Attorney-at-Law

LOVE (OR AT LEAST TAXES) WITH THE PROPER STRANGER

In Uncategorized on 06/08/2011 at 17:59

I may be showing my age, but I remember the Natalie Wood, Steve McQueen and Edie Adams 1963 movie so entitled.  The “proper stranger” problem arose for Seven W. Enterprises, Inc., 136 T.C. 26, filed 6/7/11, when they rehired their former Vice-President for Taxation after he had resigned and freelanced while attending law school.

The VP had been a CPA with Deloitte. Seven W. hired him and made him VP for Taxation, in which capacity he served for ten years, until he went back to school full-time, at which point he consulted with Seven W.  per separate agreement but was no longer on the payroll.

While freelancing, VP prepared one year’s returns for Seven W. Thereafter, he came back to Seven W. as VP for Taxation and prepared the next several years’ returns, signing each of them on behalf of Seven W. as VP of Taxation.

But for several years, both when freelance and in-house, VP erroneously concluded that interest on a $4 million-plus promissory note came from within Seven W.’s group of companies, and wasn’t taxable as personal holding company income. Wrong, says IRS and Tax Court; it was from a proper stranger and thus taxable as personal holding company income, so deficiency, interest and accuracy (substantial understatement) penalties rained down on Seven W.

Seeking to duck the Section 6662 understatement penalties, Seven W. raises the standard Section 6664(c)(1) flag: “We relied on our expert preparer.”

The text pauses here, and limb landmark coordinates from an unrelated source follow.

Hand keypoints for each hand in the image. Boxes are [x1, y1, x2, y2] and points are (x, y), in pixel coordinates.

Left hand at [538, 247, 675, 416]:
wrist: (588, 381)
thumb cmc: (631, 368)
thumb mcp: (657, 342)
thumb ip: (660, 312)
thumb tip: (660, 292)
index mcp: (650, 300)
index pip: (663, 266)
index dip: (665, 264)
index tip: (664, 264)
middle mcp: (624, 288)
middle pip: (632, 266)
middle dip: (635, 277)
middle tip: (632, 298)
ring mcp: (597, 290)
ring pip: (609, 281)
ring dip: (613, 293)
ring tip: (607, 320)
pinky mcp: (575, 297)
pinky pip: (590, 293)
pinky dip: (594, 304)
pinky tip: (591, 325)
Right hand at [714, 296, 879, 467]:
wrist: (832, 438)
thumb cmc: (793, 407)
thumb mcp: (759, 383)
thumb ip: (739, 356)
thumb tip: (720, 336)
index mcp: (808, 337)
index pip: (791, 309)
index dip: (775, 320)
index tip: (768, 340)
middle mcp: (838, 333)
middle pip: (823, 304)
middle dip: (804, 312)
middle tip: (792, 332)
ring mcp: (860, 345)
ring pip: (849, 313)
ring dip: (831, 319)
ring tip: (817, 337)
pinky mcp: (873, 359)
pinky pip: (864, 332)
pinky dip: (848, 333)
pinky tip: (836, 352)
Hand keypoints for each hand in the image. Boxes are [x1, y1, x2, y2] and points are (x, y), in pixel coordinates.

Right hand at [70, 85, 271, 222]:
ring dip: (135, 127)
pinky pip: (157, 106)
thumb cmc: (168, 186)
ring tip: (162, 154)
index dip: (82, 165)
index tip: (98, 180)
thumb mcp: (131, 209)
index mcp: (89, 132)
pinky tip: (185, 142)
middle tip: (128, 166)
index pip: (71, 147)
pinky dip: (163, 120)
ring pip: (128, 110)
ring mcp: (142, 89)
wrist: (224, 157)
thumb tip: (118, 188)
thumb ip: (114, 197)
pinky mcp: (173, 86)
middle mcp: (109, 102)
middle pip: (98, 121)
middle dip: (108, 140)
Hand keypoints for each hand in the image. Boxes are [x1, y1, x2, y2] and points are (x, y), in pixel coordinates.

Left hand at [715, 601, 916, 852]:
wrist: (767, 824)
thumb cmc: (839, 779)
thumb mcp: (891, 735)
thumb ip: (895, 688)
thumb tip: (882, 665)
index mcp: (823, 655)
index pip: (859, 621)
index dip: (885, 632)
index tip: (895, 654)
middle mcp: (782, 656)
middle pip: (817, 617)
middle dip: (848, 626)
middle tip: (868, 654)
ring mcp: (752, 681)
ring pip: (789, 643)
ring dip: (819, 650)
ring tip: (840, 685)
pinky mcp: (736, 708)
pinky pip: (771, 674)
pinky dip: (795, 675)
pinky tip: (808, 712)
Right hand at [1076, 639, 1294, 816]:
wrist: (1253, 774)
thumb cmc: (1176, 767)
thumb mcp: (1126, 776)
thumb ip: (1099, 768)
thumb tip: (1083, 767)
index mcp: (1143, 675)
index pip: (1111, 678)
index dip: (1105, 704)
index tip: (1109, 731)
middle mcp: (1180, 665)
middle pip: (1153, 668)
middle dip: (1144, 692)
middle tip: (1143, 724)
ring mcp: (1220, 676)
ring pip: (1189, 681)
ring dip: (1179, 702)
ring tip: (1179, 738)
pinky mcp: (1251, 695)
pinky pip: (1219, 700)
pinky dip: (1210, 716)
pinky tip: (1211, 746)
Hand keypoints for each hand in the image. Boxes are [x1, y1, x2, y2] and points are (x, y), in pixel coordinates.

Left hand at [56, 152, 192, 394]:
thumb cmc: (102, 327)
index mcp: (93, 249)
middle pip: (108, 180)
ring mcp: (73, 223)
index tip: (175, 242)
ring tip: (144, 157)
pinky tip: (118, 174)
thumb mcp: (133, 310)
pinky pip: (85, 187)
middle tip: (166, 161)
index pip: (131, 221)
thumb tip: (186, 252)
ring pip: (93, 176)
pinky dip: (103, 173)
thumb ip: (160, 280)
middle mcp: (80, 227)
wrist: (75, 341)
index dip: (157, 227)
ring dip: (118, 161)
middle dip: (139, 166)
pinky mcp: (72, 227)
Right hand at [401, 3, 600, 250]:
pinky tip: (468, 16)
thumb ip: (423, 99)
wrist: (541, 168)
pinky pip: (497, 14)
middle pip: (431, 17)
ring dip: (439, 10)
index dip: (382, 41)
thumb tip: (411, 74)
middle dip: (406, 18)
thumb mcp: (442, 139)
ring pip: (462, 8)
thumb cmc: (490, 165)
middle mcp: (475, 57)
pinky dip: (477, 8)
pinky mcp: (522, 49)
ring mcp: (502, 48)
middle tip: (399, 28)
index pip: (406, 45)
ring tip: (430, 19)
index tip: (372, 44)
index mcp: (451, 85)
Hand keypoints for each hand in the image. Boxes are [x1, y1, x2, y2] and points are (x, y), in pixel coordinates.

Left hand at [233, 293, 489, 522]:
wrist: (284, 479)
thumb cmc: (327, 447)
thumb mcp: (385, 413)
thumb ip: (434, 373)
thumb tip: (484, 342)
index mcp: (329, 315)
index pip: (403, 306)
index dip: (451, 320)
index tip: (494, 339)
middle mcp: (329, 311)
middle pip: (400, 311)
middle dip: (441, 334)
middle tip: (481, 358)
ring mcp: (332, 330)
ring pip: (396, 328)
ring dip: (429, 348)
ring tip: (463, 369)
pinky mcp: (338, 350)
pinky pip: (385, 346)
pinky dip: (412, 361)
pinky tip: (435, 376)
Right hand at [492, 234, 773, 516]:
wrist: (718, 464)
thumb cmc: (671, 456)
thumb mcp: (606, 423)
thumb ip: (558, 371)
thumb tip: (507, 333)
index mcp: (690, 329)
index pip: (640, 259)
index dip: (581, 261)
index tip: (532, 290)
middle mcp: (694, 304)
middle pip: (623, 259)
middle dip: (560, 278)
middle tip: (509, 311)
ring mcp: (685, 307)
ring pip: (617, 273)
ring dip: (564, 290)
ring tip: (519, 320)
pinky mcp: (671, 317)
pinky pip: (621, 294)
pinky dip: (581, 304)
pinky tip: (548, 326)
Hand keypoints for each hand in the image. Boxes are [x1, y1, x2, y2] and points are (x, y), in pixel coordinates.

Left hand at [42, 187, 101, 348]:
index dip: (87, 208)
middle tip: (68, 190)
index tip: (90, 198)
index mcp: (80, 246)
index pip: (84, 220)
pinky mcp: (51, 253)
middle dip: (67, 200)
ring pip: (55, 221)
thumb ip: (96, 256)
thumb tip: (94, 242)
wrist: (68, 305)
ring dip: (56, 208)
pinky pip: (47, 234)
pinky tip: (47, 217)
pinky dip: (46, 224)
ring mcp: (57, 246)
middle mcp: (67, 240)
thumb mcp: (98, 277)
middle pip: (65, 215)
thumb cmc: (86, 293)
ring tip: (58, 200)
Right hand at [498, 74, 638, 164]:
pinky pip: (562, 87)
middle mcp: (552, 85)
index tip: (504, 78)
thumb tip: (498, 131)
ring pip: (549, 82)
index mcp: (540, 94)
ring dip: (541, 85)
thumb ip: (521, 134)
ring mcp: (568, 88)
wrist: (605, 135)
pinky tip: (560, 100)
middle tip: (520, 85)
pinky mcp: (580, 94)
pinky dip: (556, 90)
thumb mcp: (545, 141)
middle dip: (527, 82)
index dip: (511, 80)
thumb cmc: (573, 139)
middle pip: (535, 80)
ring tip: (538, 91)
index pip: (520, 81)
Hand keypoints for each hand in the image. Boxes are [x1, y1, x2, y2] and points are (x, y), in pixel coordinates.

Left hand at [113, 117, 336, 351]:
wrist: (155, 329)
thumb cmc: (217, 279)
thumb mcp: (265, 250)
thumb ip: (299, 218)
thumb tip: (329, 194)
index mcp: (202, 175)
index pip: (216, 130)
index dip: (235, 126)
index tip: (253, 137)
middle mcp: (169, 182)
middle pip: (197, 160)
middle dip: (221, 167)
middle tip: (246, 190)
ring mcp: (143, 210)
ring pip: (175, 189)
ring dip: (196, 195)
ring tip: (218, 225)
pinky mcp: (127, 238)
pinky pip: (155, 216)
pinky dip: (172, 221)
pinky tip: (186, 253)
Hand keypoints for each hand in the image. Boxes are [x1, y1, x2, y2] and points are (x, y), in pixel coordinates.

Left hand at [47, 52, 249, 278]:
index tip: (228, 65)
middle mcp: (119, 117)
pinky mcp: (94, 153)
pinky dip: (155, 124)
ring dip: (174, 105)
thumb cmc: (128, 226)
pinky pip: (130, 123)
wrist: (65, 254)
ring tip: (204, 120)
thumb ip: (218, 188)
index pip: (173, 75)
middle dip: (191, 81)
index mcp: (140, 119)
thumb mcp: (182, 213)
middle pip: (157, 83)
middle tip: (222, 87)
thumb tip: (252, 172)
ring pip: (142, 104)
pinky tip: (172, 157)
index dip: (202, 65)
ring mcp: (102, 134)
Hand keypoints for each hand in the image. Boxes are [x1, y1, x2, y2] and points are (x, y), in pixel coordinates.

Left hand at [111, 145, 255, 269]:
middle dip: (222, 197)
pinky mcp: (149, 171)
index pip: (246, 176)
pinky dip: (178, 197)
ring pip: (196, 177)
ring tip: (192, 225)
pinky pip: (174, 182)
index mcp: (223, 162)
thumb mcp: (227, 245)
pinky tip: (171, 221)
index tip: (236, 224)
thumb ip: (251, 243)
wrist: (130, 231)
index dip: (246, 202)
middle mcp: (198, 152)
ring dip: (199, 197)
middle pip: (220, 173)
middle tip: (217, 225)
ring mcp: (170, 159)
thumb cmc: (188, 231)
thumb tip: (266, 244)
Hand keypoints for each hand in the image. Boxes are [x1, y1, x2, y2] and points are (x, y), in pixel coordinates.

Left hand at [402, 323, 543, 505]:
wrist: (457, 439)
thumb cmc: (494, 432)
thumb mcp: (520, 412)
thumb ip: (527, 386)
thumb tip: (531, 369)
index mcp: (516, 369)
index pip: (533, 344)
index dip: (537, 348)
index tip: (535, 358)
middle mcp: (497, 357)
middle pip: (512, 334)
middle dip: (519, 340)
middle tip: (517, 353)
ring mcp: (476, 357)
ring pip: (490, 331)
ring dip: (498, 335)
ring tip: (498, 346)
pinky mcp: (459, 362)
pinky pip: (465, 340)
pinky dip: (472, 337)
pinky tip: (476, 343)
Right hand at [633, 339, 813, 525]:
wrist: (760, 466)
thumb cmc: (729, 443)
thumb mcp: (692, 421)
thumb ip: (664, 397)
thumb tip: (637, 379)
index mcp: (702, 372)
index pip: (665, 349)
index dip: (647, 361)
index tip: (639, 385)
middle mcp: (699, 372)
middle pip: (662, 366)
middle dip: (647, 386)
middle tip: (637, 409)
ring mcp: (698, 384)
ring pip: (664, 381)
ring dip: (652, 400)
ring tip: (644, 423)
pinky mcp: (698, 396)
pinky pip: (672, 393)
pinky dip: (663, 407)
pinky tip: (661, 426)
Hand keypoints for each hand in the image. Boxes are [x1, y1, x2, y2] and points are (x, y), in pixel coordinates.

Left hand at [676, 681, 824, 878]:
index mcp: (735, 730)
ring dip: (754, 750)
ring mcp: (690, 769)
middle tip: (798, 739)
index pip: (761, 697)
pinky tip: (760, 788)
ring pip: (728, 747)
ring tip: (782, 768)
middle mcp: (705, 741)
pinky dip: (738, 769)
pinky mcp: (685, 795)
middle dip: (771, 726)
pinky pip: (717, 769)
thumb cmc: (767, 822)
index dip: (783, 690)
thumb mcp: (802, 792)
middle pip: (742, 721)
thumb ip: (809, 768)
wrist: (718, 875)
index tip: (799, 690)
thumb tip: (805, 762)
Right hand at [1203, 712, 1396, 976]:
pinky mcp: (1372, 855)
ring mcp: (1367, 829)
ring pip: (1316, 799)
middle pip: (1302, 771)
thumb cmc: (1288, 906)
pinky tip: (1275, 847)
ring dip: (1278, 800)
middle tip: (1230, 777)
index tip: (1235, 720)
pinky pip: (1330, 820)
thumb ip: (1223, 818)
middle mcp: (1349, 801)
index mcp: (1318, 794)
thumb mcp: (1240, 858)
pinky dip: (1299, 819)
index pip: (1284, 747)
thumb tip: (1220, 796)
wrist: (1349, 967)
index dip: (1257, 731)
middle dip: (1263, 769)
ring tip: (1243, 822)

OK, says Judge Foley, but only for the freelance year,  not for the years that VP was back in the fold as VP for Taxation. He begins with the basics:  “The determination of whether a taxpayer acted with reasonable cause and in good faith depends upon the facts and circumstances, including the taxpayer’s efforts to assess his or her proper tax liability; experience, knowledge, and education; and reliance on the advice of a professional tax advisor. Sec. 1.6664-4(b)(1), Income Tax Regs.” 136 T.C. 26, at pp. 7-8.

IRS  initially claims the freelance year wasn’t truly freelance, because VP did the same work whether in-house or out-of-house. Wrong, says Judge Foley; there was a real consulting agreement, VP had resigned, the consulting agreement provided that Seven W. did not supervise VP, and Seven W. relied in good faith, so no penalty for the freelance year.

Not so for the in-house years. Aside from what Judge Foley described as Seven W.’s “myriad of mistakes… the result of confusion, inattention to detail, or pure laziness, but we are convinced that petitioners and [VP] failed to exercise the requisite due care.” 136 T.C. 26, at p. 9, VP wasn’t independent.

VP was no longer an independent freelancer, so Seven W.’s case runs hard aground on Reg. 1.6664-4(c)(2): “advice” is “any communication… setting forth the analysis or conclusion of a person, other than the taxpayer”. (Emphasis added.). VP wasn’t a person other than the taxpayer. Corporations can only act through their officers, VP was an officer, and he signed the returns he prepared during the in-house years as VP for Taxation.

Seven W.’s reliance on the foundation excise tax regulations and the REIT regulations to bring VP into the ambit of the house counsel’s opinions exceptions doesn’t fly, because those regulations deal with willful conduct, and also require a “reasoned written opinion”, which VP never supplied.

So Seven W. gets hit for the understatement penalties for the years that VP was under their roof. I have no idea whether VP will remain under their roof after this decision.

Takeaway–Love with the proper stranger. If you want to rely on an expert, find one from outside your shop.